If this were my machine, I would systematically exclude potential sources of error, starting with the hardware configuration. Then proceed to checking the software configuration. E.g. is the installed driver package sufficient for the installed CUDA version; are drivers and CUDA version listed as supported for this version of Ubuntu; are paths to executables and libraries correct and consistent (avoiding a mix of of newly installed and previously installed software).

[Later:]

It seems you may be referring to a “DIGITS devbox”? NVIDIA seems to have a bunch up software updates available for that, did you make use of those? [url]https://docs.nvidia.com/deeplearning/digits-devbox-sw-release-notes/index.html[/url]. If NVIDIA sells (or sold) these machines directly to end users, I would expect there to be a dedicated support channel for them.
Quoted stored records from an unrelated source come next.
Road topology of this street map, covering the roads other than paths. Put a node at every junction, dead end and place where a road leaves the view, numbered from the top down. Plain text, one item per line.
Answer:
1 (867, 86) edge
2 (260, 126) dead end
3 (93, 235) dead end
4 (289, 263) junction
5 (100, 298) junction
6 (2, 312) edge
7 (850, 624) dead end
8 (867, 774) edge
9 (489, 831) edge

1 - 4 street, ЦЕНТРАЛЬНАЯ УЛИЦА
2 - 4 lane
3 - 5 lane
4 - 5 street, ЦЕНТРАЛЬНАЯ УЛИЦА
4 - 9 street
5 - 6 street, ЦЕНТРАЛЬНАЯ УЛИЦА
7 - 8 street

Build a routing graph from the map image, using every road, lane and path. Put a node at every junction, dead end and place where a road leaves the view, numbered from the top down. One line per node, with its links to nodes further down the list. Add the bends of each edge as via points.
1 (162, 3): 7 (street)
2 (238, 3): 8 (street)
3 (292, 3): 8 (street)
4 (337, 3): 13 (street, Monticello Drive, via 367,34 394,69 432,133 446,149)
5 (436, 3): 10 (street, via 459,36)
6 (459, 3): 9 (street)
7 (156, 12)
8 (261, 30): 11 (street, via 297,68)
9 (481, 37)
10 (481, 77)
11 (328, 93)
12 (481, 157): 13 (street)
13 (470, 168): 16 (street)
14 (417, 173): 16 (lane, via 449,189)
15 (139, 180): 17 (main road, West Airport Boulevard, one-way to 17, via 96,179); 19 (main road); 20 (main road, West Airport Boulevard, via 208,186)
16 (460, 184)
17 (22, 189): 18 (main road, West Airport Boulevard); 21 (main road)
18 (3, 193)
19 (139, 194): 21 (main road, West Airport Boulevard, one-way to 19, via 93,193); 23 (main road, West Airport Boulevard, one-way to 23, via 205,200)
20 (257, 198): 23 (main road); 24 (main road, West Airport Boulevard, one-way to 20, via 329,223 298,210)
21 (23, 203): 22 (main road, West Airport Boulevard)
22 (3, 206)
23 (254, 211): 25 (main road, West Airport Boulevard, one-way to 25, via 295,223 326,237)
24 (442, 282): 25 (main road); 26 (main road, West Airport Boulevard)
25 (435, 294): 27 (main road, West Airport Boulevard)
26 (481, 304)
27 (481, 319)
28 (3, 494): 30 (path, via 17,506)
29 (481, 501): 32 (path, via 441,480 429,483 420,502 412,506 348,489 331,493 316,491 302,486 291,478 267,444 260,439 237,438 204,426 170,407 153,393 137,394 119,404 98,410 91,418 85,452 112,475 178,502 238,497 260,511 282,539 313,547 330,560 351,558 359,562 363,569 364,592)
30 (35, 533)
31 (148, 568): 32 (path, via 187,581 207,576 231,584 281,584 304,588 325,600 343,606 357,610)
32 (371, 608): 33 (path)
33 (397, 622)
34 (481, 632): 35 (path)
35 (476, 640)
Have you checked for relevant information? These CUDA forums are more of a “users helping users” platform, not an official contact point for NVIDIA support. I wonder whether these boxes might rely on a customized OS image, resulting in issues when a generic Ubuntu image is used.

The link had an extra period at the end.

DevBox is outdated by a generation already. And it’s overpriced by at least 100%, even at the time when the components were state of the art.

@JanetYellen So is there going to be rate hike this month?

The DIGITS DevBox may be somewhat outdated or overpriced, but anybody who owns one (like the OP, apparently) would understandably prefer it to be in working condition. Again, if this is an expensive piece of equipment sold directly by NVIDIA, I would expect a dedicated support channel to exist.

Even though you say this was due to a software update, I’d still take njuffa’s advice and open the workstation’s side panel and check the cables anyway. It’s the easiest thing to do, so don’t be scared taking off the panel and wiggling each of the PCIE plugs more firmly into each GPU, and wiggling each GPU’s own seating into its PCIE slot as well. While you’re in there you can use some compressed air to blow dust out of everything, especially heatsinks and fans. I mention this because you say you’ve never opened it (in years!) which likely means you’re long overdue for a dust-out.

Also, make sure the workstation is not plugged into a UPS. I had a terribly hard to diagnose problem years ago where my code was unrepoducably unstable. I tracked it down to my UPS which was not delivering nearly as much power as it claimed it could. My hardware and software were fine. I just had to plug directly into the wall.

@Njuffa: Sorry here is the correct link: [url]https://developer.nvidia.com/devbox[/url]

@JanetYellen: I opened the box and cleaned it up thoroughly, using pressure air. Reinstalled all the cards and power cables. Same result:

nvidia-smi -L
GPU 0: GeForce GTX TITAN X (UUID: GPU-26b3d94a-384c-e532-774e-4385fde429a0)
Unable to determine the device handle for gpu 0000:06:00.0: Unable to communicate with GPU because it is insufficiently powered.
This may be because not all required external power cables are
attached, or the attached cables are not seated properly.

Unable to determine the device handle for gpu 0000:09:00.0: Unable to communicate with GPU because it is insufficiently powered.
This may be because not all required external power cables are
attached, or the attached cables are not seated properly.

GPU 3: GeForce GTX TITAN X (UUID: GPU-c29f1e36-d438-f51a-b78d-5a47e928be72)

So that’s a pretty good indication that there is nothing wrong with the hardware, and you can now work through the checklist for the software I outlined above.

My approach would be to first restore the software back to its previous (working) state, then perform controlled experiments that change only one variable at any given time. Arguably, upgrading an OS is the exact opposite of that, as it literally changes hundreds of software components. It might make sense to investigate whether you can upgrade CUDA and the associated drivers, one version at the time, while keeping the original OS in place.

What version of CUDA is currently installed on this machine? After looking up the DIGITS devbox, I would think it can’t be older than 6.5? You would want to skip version 7.0 and try CUDA 7.5. If that works, try CUDA 8.0.

What specifically is the end goal here, that is, what features of newer software are required for your use case?

@Pourya Remove the side-panel and take a pic.